[Exercise details]:
Tally up how many lines in the listing below contain the string "HAJI", and give only the total.

[Supplied data]:
__________________________________________________

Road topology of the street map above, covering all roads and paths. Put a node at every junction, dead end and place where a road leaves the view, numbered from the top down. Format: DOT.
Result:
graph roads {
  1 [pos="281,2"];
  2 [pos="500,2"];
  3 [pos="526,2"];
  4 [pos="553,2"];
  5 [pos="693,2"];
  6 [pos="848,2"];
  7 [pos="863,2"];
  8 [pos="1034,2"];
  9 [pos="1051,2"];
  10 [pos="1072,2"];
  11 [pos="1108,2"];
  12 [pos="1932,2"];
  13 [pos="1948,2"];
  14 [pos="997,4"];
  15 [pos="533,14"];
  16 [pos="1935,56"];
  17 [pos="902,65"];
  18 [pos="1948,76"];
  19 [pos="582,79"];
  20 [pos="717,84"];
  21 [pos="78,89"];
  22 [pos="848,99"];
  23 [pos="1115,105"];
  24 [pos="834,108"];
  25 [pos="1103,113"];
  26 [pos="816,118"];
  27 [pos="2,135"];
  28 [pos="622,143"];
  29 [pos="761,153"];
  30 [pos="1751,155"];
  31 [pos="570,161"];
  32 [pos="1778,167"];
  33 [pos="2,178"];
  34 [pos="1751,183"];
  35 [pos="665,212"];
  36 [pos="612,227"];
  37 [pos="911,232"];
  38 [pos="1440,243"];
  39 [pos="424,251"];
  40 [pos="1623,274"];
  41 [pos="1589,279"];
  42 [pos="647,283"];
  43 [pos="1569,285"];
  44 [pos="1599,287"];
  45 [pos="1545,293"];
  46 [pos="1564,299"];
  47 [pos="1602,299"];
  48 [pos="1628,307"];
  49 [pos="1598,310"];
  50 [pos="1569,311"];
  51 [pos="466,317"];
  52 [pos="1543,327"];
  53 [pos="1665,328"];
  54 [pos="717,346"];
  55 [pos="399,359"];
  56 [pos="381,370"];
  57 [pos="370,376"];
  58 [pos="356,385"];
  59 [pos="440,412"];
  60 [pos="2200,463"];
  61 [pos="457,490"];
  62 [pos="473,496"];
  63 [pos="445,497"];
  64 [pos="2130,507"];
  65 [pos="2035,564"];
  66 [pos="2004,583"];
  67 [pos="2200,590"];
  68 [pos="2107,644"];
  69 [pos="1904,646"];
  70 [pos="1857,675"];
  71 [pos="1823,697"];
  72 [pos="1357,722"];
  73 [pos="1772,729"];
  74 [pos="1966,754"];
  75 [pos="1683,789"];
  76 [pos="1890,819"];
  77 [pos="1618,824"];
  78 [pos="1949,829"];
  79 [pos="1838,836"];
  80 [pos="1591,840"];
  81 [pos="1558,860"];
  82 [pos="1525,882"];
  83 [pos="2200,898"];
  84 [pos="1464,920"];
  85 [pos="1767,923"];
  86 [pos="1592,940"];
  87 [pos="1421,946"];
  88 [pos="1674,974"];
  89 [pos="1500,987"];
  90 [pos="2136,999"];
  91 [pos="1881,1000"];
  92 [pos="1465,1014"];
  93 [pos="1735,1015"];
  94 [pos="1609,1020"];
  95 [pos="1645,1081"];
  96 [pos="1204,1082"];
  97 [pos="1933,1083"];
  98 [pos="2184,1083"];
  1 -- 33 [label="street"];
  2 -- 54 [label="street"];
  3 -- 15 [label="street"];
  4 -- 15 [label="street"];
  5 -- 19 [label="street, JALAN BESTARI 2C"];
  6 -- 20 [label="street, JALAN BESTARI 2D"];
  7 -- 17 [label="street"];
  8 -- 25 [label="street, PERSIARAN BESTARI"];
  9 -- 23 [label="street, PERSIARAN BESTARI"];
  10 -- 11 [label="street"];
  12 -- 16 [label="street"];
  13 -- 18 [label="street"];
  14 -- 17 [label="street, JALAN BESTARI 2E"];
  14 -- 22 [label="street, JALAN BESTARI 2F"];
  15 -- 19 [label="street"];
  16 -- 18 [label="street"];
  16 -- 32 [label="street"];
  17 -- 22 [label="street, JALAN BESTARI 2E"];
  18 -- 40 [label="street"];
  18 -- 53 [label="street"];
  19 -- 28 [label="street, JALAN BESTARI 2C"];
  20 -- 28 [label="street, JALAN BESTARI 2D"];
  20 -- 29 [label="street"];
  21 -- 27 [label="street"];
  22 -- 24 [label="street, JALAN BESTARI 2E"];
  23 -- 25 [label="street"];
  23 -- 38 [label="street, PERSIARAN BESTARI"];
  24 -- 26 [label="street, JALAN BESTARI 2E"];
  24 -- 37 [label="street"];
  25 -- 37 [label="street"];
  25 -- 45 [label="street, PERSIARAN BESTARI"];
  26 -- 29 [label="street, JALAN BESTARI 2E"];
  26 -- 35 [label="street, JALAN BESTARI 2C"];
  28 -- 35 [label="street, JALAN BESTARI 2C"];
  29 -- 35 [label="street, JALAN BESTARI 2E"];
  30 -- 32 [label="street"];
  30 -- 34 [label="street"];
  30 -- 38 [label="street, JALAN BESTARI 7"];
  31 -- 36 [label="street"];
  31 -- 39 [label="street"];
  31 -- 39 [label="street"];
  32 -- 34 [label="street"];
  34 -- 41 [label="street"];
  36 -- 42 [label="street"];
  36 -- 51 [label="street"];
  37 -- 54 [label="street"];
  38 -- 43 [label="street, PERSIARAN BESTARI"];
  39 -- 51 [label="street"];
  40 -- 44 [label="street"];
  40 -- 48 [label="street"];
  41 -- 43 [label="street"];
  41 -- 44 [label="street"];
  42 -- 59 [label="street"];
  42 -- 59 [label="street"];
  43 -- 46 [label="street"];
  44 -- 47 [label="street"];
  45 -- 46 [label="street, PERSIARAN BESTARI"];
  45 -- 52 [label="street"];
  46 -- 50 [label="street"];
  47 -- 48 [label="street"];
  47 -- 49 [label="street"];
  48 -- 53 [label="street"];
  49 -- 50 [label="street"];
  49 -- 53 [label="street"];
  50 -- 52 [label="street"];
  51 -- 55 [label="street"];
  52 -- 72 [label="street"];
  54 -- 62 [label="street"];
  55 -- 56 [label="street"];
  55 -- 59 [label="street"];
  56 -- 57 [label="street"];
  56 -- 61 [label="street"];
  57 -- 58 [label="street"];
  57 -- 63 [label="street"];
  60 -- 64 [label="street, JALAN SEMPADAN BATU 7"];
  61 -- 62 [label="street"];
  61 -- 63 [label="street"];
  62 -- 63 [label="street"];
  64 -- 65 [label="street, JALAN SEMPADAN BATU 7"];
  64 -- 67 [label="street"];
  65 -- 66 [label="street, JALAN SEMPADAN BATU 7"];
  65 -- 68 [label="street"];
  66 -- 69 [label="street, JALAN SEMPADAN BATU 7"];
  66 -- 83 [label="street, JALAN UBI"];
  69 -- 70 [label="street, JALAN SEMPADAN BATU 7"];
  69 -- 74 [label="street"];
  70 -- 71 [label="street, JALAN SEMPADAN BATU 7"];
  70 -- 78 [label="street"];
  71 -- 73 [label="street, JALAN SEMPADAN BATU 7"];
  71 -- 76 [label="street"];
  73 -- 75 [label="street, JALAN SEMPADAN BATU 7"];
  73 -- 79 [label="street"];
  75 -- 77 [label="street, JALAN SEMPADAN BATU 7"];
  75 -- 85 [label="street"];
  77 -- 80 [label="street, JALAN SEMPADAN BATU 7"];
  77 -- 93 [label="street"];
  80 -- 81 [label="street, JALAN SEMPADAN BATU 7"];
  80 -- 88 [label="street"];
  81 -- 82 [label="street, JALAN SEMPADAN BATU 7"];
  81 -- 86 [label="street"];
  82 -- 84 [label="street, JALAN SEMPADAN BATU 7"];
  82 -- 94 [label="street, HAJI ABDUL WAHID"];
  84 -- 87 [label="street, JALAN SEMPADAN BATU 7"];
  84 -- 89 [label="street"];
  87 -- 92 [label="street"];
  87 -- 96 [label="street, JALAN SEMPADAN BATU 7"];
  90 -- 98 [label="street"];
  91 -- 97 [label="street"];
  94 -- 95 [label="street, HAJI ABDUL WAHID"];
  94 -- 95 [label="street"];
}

__________________________________________________

[Written response]:
2